-- Exercise details --
The answer must consist of each line below that contains the word "نمایش", copied in full.

Stored data
········
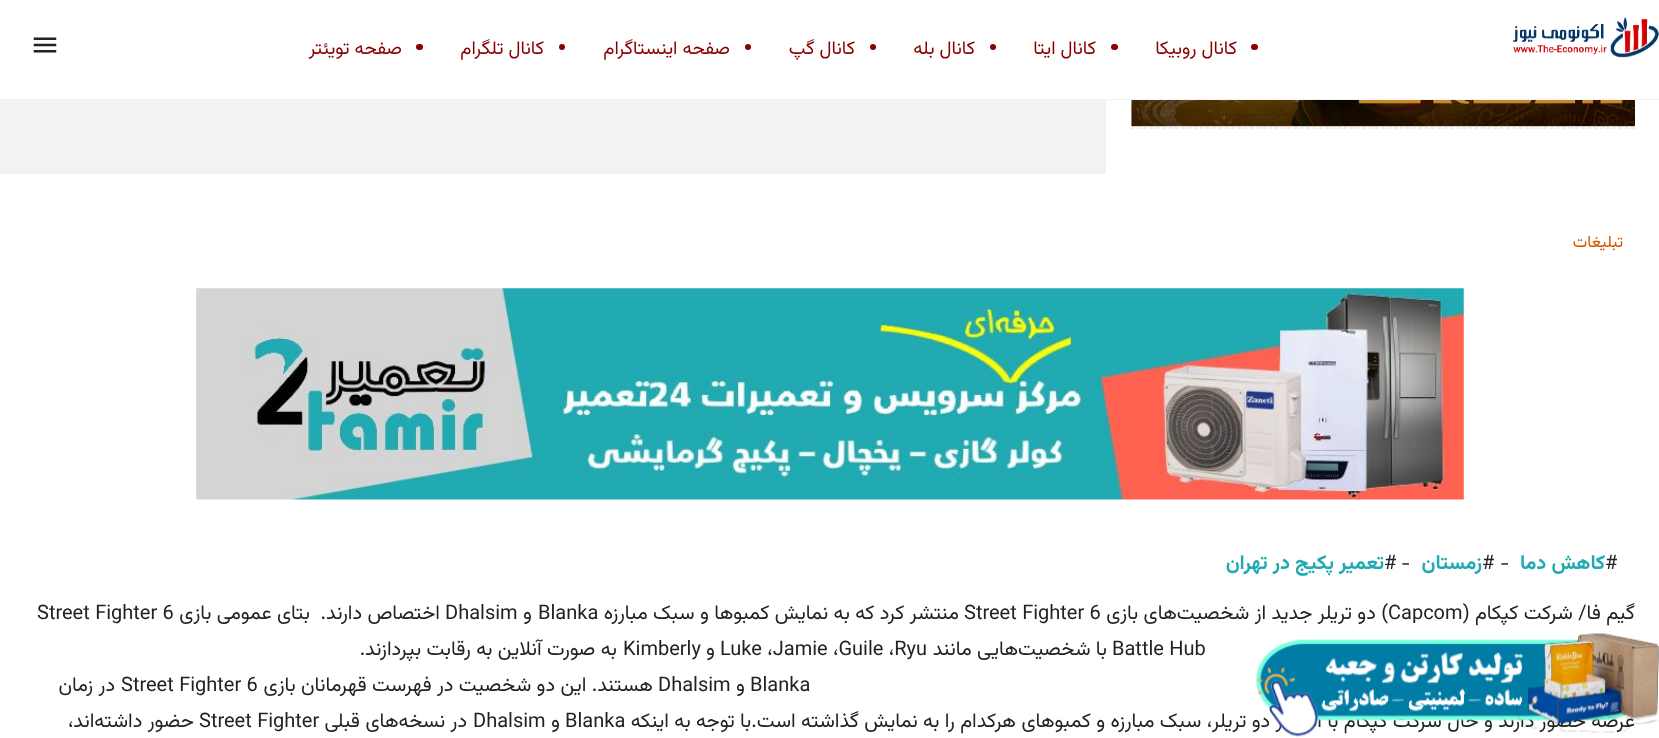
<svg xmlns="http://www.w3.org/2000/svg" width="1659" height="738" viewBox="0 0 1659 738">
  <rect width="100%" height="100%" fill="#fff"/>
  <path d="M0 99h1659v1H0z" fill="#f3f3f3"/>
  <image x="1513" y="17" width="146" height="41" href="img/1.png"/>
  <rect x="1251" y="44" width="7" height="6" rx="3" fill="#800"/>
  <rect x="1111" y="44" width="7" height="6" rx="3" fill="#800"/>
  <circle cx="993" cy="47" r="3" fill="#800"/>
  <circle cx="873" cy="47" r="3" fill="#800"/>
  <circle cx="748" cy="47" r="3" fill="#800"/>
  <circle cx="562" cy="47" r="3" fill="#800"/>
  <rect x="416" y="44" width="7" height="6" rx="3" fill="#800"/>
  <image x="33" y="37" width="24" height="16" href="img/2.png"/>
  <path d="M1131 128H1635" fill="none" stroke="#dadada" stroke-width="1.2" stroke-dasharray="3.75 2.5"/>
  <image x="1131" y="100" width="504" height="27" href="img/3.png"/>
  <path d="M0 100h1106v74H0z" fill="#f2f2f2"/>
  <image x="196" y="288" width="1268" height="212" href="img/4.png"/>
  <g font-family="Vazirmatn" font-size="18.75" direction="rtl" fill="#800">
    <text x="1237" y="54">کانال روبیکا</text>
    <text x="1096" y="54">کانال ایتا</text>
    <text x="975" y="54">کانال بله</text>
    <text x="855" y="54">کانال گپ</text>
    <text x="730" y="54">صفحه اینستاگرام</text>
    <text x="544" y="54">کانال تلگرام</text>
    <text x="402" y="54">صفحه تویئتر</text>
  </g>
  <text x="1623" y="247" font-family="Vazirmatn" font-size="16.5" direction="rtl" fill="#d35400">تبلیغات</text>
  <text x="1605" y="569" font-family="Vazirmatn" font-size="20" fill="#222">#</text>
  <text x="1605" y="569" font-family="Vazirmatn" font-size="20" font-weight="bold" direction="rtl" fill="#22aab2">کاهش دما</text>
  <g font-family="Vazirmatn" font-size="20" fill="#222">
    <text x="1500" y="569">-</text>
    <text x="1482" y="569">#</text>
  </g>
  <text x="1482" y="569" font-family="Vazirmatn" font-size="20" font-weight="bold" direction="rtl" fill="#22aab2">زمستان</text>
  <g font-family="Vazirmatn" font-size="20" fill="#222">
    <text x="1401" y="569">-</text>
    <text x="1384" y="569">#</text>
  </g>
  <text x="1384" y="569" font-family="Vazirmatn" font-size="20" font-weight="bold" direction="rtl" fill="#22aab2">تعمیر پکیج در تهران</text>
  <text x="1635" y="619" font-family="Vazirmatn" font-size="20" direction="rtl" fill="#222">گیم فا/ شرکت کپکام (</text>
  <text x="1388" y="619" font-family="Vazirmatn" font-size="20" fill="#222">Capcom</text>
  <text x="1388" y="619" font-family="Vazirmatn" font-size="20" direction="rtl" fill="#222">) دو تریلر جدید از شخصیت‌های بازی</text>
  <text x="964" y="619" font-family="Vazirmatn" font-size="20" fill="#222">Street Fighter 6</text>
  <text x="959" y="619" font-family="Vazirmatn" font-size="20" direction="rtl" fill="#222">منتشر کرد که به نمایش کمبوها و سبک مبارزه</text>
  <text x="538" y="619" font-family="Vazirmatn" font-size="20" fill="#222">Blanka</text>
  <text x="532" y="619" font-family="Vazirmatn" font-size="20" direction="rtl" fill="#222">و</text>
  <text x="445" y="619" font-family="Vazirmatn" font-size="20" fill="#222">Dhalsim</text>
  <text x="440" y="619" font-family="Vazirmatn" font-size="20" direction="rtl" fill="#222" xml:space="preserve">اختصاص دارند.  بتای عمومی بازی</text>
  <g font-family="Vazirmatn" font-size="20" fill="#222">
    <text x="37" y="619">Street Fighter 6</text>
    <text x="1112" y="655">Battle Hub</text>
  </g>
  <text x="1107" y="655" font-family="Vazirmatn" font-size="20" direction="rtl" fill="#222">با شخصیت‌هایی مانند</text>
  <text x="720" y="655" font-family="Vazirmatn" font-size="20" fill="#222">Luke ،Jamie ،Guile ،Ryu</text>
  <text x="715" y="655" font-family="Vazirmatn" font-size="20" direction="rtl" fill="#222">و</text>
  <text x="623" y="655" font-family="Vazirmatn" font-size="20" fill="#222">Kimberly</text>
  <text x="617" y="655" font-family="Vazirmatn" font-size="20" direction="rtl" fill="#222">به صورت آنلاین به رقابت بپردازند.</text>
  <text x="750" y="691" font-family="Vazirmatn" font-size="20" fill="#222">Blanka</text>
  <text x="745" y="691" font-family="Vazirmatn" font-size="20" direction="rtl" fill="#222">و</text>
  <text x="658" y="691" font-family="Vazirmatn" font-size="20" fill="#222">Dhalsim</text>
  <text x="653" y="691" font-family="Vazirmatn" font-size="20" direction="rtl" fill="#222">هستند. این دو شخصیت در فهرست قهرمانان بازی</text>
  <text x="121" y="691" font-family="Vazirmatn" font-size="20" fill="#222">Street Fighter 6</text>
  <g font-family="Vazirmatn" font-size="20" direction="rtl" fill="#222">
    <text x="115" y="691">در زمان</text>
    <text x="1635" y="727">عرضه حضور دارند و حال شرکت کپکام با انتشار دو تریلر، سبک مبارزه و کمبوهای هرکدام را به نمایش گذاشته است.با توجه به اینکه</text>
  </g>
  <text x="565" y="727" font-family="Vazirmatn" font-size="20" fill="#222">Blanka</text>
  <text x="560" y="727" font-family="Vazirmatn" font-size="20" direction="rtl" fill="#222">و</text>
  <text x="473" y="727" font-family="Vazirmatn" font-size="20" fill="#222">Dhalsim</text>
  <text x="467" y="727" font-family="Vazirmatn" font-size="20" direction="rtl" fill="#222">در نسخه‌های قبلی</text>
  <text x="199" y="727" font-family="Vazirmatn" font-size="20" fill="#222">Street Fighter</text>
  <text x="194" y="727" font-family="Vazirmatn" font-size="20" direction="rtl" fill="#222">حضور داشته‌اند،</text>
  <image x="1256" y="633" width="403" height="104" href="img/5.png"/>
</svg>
········
-- Finished task --
  <text x="959" y="619" font-family="Vazirmatn" font-size="20" direction="rtl" fill="#222">منتشر کرد که به نمایش کمبوها و سبک مبارزه</text>
    <text x="1635" y="727">عرضه حضور دارند و حال شرکت کپکام با انتشار دو تریلر، سبک مبارزه و کمبوهای هرکدام را به نمایش گذاشته است.با توجه به اینکه</text>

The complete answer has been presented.